1. “I still have a strange sense of dissociation, as if I am an observer of someone else’s disaster movie.”
2. “It must have been 1951. Frankfurt was bombed flat during the war ... Frankfurt was indescribable. I’d borrowed a studio from a painter who was himself in Paris. I was working there for an exhibition in the Zimmergalerie Franck, and every morning I took my son to school. The walk to the school was across an enormous bombsite. A great heap of rubble, with here and there some places that had been flattened so you could walk over them like paths. There were some outer walls of houses still standing. A doorway, and some stretches of wall. It was a surreal landscape, and it inspired me enormously. If you walk through a town that lies in ruins, then the first thing you naturally think of is building.

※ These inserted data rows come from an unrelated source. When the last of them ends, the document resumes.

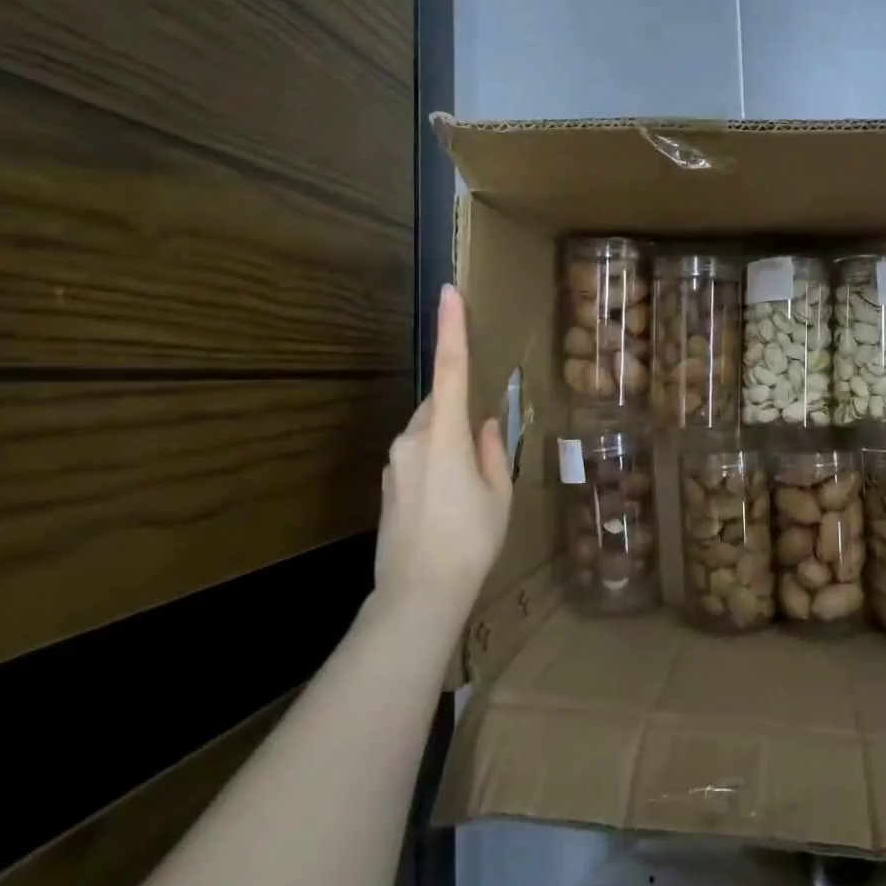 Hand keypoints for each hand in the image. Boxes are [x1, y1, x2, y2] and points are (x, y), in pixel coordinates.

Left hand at [374, 285, 512, 609]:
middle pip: (440, 405)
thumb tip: (485, 424)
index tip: (449, 292)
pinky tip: (449, 501)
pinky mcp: (387, 483)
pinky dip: (436, 462)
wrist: (418, 593)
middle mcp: (412, 439)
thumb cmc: (470, 540)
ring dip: (449, 442)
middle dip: (460, 412)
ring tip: (469, 489)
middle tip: (483, 454)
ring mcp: (394, 462)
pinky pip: (417, 455)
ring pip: (428, 432)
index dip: (451, 328)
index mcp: (444, 435)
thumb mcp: (498, 494)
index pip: (451, 369)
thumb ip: (492, 450) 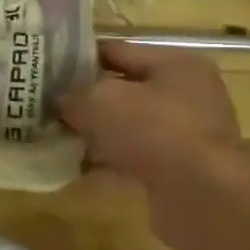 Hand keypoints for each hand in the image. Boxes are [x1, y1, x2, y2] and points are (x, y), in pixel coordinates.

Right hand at [60, 40, 240, 187]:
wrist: (202, 198)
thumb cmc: (155, 131)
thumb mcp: (102, 100)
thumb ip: (74, 95)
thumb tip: (59, 101)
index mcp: (176, 64)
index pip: (119, 51)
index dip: (81, 57)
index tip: (47, 68)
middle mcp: (186, 96)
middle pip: (124, 90)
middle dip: (86, 99)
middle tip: (48, 105)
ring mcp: (184, 136)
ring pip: (127, 128)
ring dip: (95, 133)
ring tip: (55, 137)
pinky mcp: (177, 172)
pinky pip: (132, 160)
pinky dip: (106, 163)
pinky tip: (74, 168) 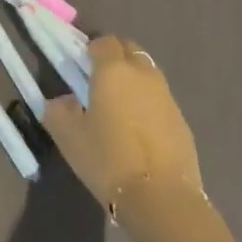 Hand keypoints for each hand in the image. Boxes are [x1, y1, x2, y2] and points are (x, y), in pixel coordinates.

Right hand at [43, 35, 202, 215]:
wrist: (162, 200)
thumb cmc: (109, 159)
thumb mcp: (68, 136)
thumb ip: (58, 110)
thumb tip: (64, 101)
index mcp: (113, 69)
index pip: (104, 41)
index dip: (92, 49)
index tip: (82, 66)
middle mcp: (143, 74)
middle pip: (130, 50)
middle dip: (115, 57)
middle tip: (100, 81)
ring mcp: (167, 97)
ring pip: (148, 74)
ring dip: (134, 80)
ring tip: (121, 107)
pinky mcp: (183, 121)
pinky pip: (161, 100)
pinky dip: (149, 105)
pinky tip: (141, 131) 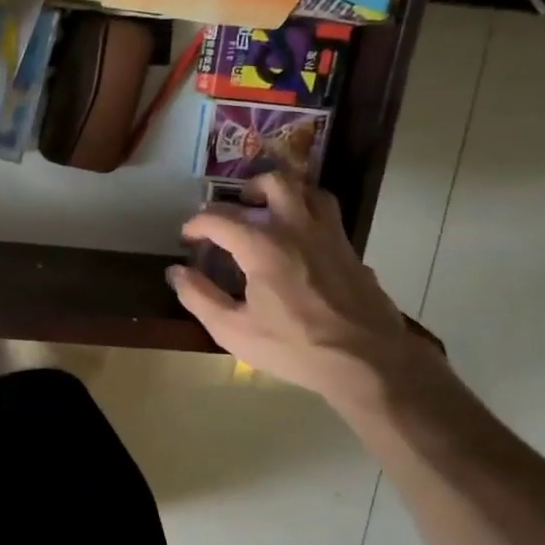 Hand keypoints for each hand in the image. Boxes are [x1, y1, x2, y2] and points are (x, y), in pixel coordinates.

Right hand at [167, 174, 439, 416]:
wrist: (368, 360)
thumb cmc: (294, 347)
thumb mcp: (234, 330)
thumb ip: (199, 297)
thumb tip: (176, 272)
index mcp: (262, 245)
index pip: (219, 218)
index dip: (196, 224)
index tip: (187, 238)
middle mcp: (296, 227)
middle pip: (273, 183)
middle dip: (247, 190)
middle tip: (235, 210)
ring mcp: (329, 235)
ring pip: (308, 190)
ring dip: (284, 193)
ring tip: (270, 212)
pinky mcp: (350, 249)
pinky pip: (327, 214)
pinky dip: (308, 214)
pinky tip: (301, 240) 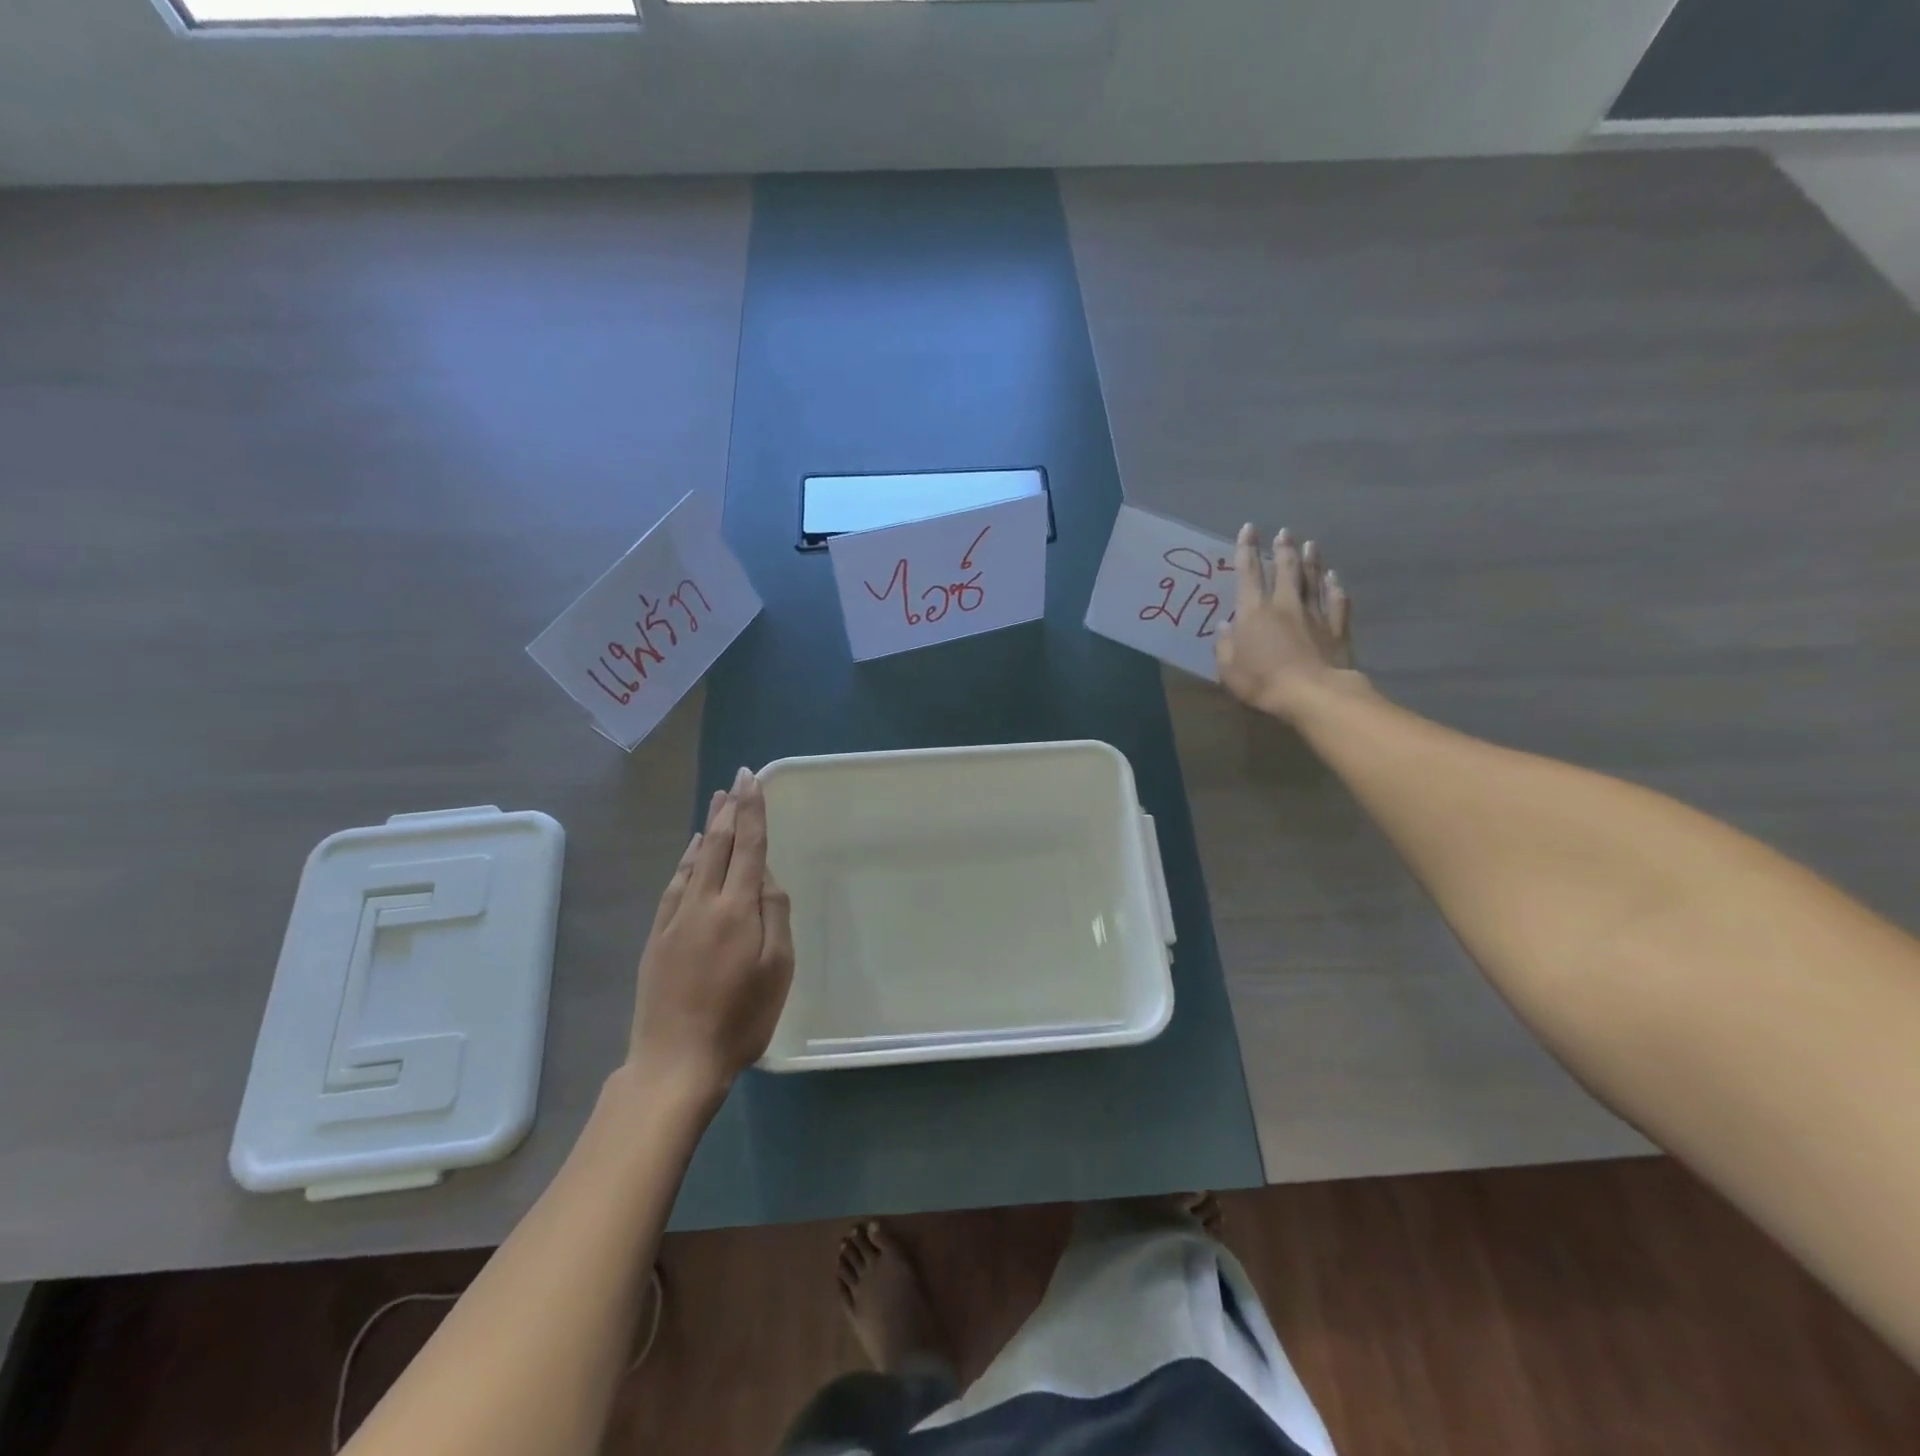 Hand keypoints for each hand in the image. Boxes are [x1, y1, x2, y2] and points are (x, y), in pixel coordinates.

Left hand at [628, 767, 793, 1098]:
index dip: (751, 811)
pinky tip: (690, 854)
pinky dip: (685, 861)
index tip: (751, 780)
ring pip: (693, 862)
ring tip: (716, 805)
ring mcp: (675, 920)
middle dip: (729, 810)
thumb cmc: (740, 1018)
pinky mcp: (658, 938)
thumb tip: (766, 876)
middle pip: (717, 846)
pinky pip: (674, 885)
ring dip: (708, 829)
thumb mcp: (777, 968)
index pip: (747, 847)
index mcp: (736, 909)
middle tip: (734, 781)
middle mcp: (703, 904)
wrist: (675, 1062)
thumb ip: (774, 914)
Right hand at [1215, 524, 1358, 721]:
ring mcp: (1314, 614)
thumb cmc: (1262, 681)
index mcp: (1254, 612)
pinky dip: (1335, 588)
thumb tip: (1225, 625)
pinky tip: (1335, 579)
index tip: (1248, 529)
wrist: (1313, 694)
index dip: (1246, 550)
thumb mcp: (1228, 669)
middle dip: (1283, 549)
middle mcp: (1285, 605)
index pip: (1248, 573)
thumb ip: (1225, 645)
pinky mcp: (1337, 629)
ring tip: (1311, 545)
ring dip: (1311, 561)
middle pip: (1285, 570)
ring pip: (1313, 580)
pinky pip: (1337, 602)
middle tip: (1285, 533) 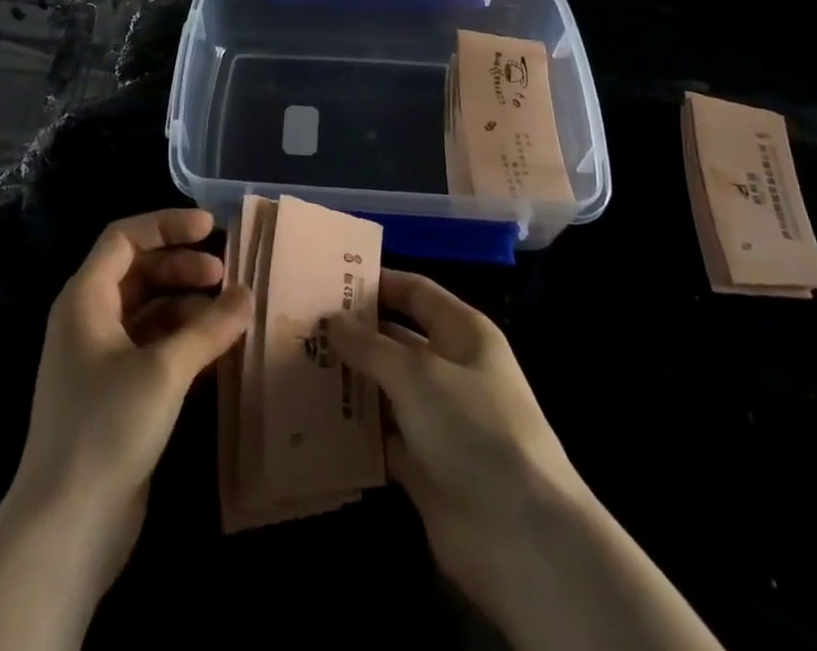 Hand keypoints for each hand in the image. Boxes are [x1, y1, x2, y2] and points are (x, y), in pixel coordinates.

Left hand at [10, 208, 249, 583]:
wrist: (65, 528)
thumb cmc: (106, 428)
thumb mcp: (163, 370)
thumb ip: (209, 328)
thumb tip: (248, 295)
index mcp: (85, 299)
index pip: (125, 238)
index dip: (167, 225)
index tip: (211, 228)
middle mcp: (88, 321)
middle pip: (139, 273)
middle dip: (183, 268)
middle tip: (226, 276)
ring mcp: (100, 361)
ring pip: (149, 313)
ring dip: (189, 309)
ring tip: (230, 317)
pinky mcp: (115, 396)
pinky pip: (153, 350)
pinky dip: (184, 344)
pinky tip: (218, 356)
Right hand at [329, 272, 590, 628]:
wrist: (520, 536)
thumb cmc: (473, 429)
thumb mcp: (417, 374)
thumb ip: (370, 346)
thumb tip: (332, 320)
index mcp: (463, 334)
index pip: (416, 293)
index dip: (378, 283)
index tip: (330, 279)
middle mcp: (452, 370)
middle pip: (396, 342)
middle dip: (354, 335)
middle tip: (302, 326)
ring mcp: (439, 420)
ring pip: (386, 391)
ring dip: (350, 383)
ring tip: (297, 368)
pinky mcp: (425, 466)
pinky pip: (383, 439)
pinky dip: (355, 432)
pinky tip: (315, 421) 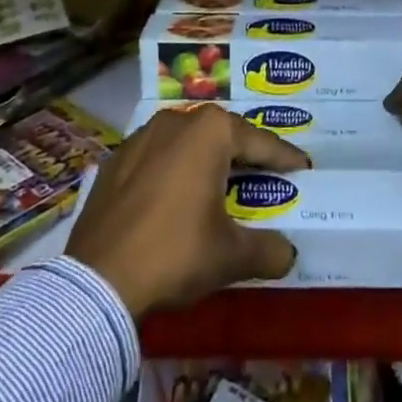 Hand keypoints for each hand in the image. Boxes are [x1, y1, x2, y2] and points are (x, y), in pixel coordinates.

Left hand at [66, 105, 307, 315]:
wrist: (98, 282)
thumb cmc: (176, 253)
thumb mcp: (231, 256)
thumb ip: (268, 250)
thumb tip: (287, 253)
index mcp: (211, 130)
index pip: (260, 143)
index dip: (285, 158)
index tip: (303, 168)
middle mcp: (177, 119)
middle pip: (223, 135)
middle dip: (245, 155)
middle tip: (266, 175)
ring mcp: (141, 136)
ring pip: (187, 142)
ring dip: (207, 160)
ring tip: (222, 184)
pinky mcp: (115, 160)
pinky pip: (157, 158)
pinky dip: (174, 172)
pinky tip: (177, 197) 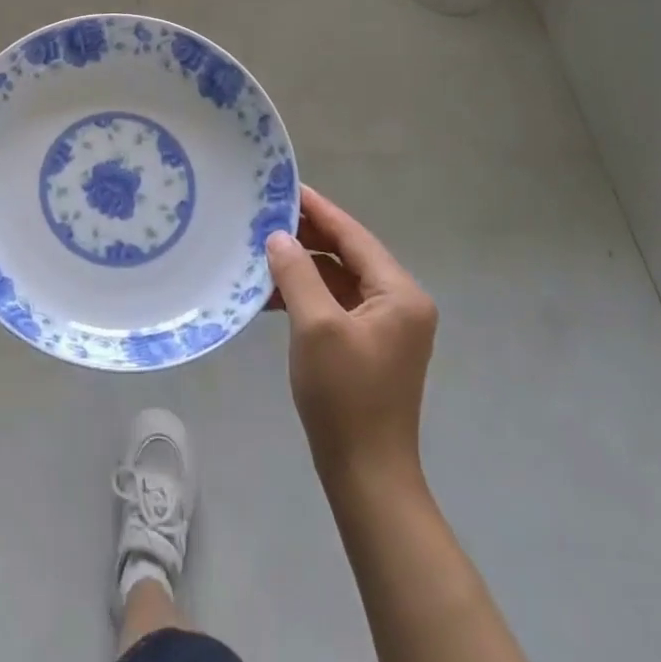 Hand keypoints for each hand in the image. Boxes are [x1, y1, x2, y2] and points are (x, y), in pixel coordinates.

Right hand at [265, 185, 437, 489]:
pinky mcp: (367, 344)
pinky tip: (271, 292)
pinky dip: (306, 293)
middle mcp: (399, 302)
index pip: (353, 236)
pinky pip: (335, 303)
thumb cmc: (345, 396)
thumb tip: (278, 237)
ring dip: (303, 265)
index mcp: (399, 293)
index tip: (285, 186)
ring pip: (339, 278)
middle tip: (264, 214)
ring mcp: (385, 325)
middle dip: (307, 236)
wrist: (366, 475)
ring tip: (261, 249)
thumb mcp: (316, 327)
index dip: (318, 210)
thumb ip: (297, 274)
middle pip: (348, 254)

And then, as you rebuild such a town, you wonder whether life there will be just the same, or what will be different.” -- Constant Nieuwenhuys, interviewed in BOMB magazine, 2005.
3. “Night after night, day after day, each majestic scene I witnessed was so terrible and so unexpected that no city would ever again stand innocently fixed in my mind. Big buildings and wide streets, cement and steel were no longer permanent. They, too, were fragile and destructible. A torch, a bomb, a strong enough wind, and they, too, would come undone or get knocked down. But I so loved the unity of those times. I loved Lakeview Avenue, my street -- and it was my street -- and I loved the Community Union. I mostly loved everything I was seeing, and especially all that I was learning.” -- Bill Ayers describes riots in Cleveland, Ohio, 1966, in Fugitive Days (Beacon Press, 2001).